Weather like the deadly Houston windstorm is being fueled in part by climate change

Brian K Sullivan and Eric Roston, Bloomberg News on

Published in Weather News

The winds that roared out of a supercell thunderstorm Thursday night leaving a deadly trail across Houston are on the rise in a warming climate, though researchers are still teasing out the exact relationship between a rapidly heating planet and relatively small-scale weather patterns.

Power remains out for almost 700,000 customers in the Houston area after an intense storm swept through the area with winds in excess of 75 mph (120 kmh), downing trees, blowing out windows and leaving at least four dead. Economic losses and damages could be between $5 billion and $7 billion, according to an initial AccuWeather estimate.

The trail of destruction is the result of what’s known as straight-line winds, fierce gusts that can rival their more familiar siblings, tornadoes. The atmosphere has been primed to unleash all types of violent weather this spring across the central and southern US owing to several factors.

“It seems like we cannot go a day without there being some sort of severe weather,” said John Feerick, a meteorologist at AccuWeather. “It has been active, and it looks like it will stay fairly active.”

The fast-flowing river of air in the atmosphere known as the jet stream has helped send a steady stream of unsettled weather across the region. It’s a little farther south than usual for this time of year, and it has been ejecting systems out of the Rocky Mountains and into the Southern Plains. A lingering El Niño may be helping contribute to this pattern.

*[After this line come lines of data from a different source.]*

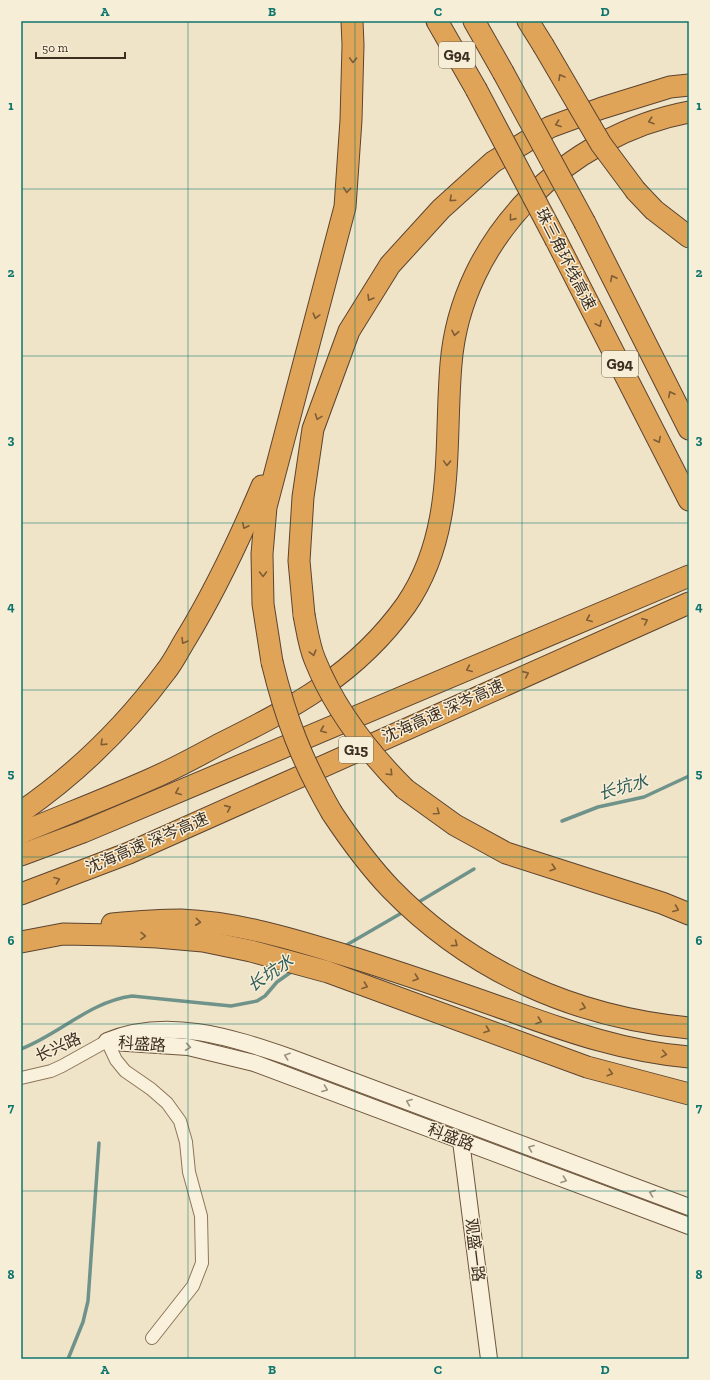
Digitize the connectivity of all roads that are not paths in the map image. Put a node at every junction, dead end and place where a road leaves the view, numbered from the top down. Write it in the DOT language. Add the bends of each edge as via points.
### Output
graph roads {
  1 [pos="352,21"];
  2 [pos="437,21"];
  3 [pos="474,21"];
  4 [pos="528,21"];
  5 [pos="689,85"];
  6 [pos="689,112"];
  7 [pos="689,237"];
  8 [pos="287,426"];
  9 [pos="689,429"];
  10 [pos="686,494"];
  11 [pos="689,576"];
  12 [pos="689,602"];
  13 [pos="21,812"];
  14 [pos="21,833"];
  15 [pos="21,855"];
  16 [pos="21,894"];
  17 [pos="689,914"];
  18 [pos="62,934"];
  19 [pos="21,942"];
  20 [pos="689,1028"];
  21 [pos="107,1041"];
  22 [pos="689,1057"];
  23 [pos="21,1078"];
  24 [pos="689,1094"];
  25 [pos="461,1141"];
  26 [pos="689,1207"];
  27 [pos="689,1226"];
  28 [pos="152,1338"];
  29 [pos="489,1359"];
  1 -- 8 [label="highway, one-way" via="351,120 346,207"];
  2 -- 10 [label="highway, 珠三角环线高速 / G94, one-way, bridge" via="556,240"];
  9 -- 3 [label="highway, 珠三角环线高速 / G94, one-way, bridge" via="585,223"];
  7 -- 4 [label="highway, one-way, bridge" via="654,210 636,191 601,144"];
  5 -- 17 [label="highway, one-way, bridge" via="670,87 550,127 493,162 441,209 390,265 350,331 313,429 303,497 299,561 304,615 314,659 331,695 352,729 377,760 406,788 455,825 506,853"];
  6 -- 14 [label="highway, one-way" via="643,124 609,139 554,175 523,204 480,264 464,300 455,333 450,383 446,490 434,545 408,602 365,654 311,694 239,735 152,779"];
  8 -- 13 [label="highway, one-way" via="246,523 204,609 166,670 120,726 74,771"];
  8 -- 20 [label="highway, one-way, bridge" via="266,507 262,554 263,604 281,702 295,741 332,813 360,853 391,889 424,920 464,951 497,971 547,995 597,1012 651,1024"];
  11 -- 15 [label="highway, 沈海高速 深岑高速 / G15, one-way" via="83,832"];
  16 -- 12 [label="highway, 沈海高速 深岑高速 / G15, one-way" via="129,853"];
  18 -- 19 [label="highway"];
  18 -- 22 [label="highway, one-way" via="138,921 181,920 233,926 352,958 623,1047"];
  18 -- 24 [label="highway, one-way" via="157,936 203,941 251,951 328,972 587,1066"];
  21 -- 23 [label="street, 长兴路" via="51,1071"];
  21 -- 25 [label="street, 科盛路, one-way" via="188,1047 233,1057"];
  26 -- 21 [label="street, 科盛路, one-way" via="289,1057 234,1039 156,1029 134,1032"];
  21 -- 28 [label="street" via="116,1060 125,1070 167,1103 180,1121 186,1142 189,1172 201,1216 202,1263 193,1286"];
  25 -- 27 [label="street, 科盛路, one-way"];
  25 -- 29 [label="street, 观盛一路"];
}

The second key driver of the severe weather is the Gulf of Mexico, which has been warmer than normal. That allows ample moisture to mix with these systems giving them more power, Feerick said. The world’s oceans and the Atlantic in particular — of which the Gulf of Mexico is part — have been setting heat records for the last 13 consecutive months, Karin Gleason, monitoring section chief with the US National Centers for Environmental Information, said in a briefing Thursday.

That’s created a “powder keg” in the atmosphere, according to Bill Bunting, deputy director of the US Storm Prediction Center. The conditions have helped fuel tornadoes across the Southern Plains this spring. But the storm that rolled into Houston on Thursday was different. The supercell that struck Houston formed in a derecho that swept from Texas to Florida, said Bunting. Derechos are rapidly moving lines of thunderstorms that can travel long distances and cause billions of dollars in damages owing to their strong winds that blow in a straight line as opposed to rotating like tornadoes.

Straight-line winds form when down drafts of cool air three to four kilometers (about two miles) above the surface rush toward the ground, said Andreas Prein, a project scientist at the National Center for Atmospheric Research. The faster they come down, the stronger the winds will be at the surface.

The atmosphere over Texas on Thursday was the perfect setup for straight-line winds, he said. A thin layer of warm, moist air sat at the surface with dry, cooler air above it. Temperatures dropped by 10F (5.5C) in places as the storms came through, an indicator of how much power the system had. What made the situation worse in Houston was a small-scale circulation set up over the area, which gave the winds a boost.


Research has shown that clusters of tornadoes are becoming more common as the planet warms. (So, too, are heavy rainstorms.) Climate change’s impact on straight-line winds is less studied than tornadoes, but the growing body of research indicates it is playing a role. Since 1980 there has been an increase in the number and intensity of straight-line wind storms due to climate change, said Prein, who published a paper on the phenomenon in Nature Climate Change last year.

What’s more, model data suggested there would be an increase, but actual observations have shown even more storms than what the computers predicted. Prein’s study found that straight-line winds’ intensity increased 13% for every 1C (1.8F) warming, nearly double what models predicted. The Gulf Coast has already warmed by 1.2C since the late 1970s and early 1980s.

“There is a clear increase in straight-line wind storms, significant changes,” Prein said.

As the climate warms, it heats air lower in the atmosphere, which leads to more evaporation as the cold air drops from on high. The evaporation actually cools the falling air further, leading to a greater differential between the surface air and the cold from upper altitudes. That creates conditions for fiercer, more damaging winds.

In 2020, a powerful derecho sweeping across the Midwest caused about $11 billion in damage. Tree-toppling gusts also damaged buildings and power lines in 2022, and earlier this year, hurricane-strength winds knocked out power in Oklahoma.

The exact influence of climate change on Thursday’s weather, though, will require more research. The smaller the weather phenomenon, the harder it is for climate scientists to study it, as a general matter. And compared to a hurricane or heat wave, the Houston storm was relatively tiny.

Climate change can create conditions that are “more conducive” for tornadoes, said Andrew Dessler, a professor of atmospheric sciences at Texas A&M University, but the more localized the event, the more uncertainty there is about making a clear connection. “Climate change is going to enhance these severe rain events, and that’s going to make flooding worse.”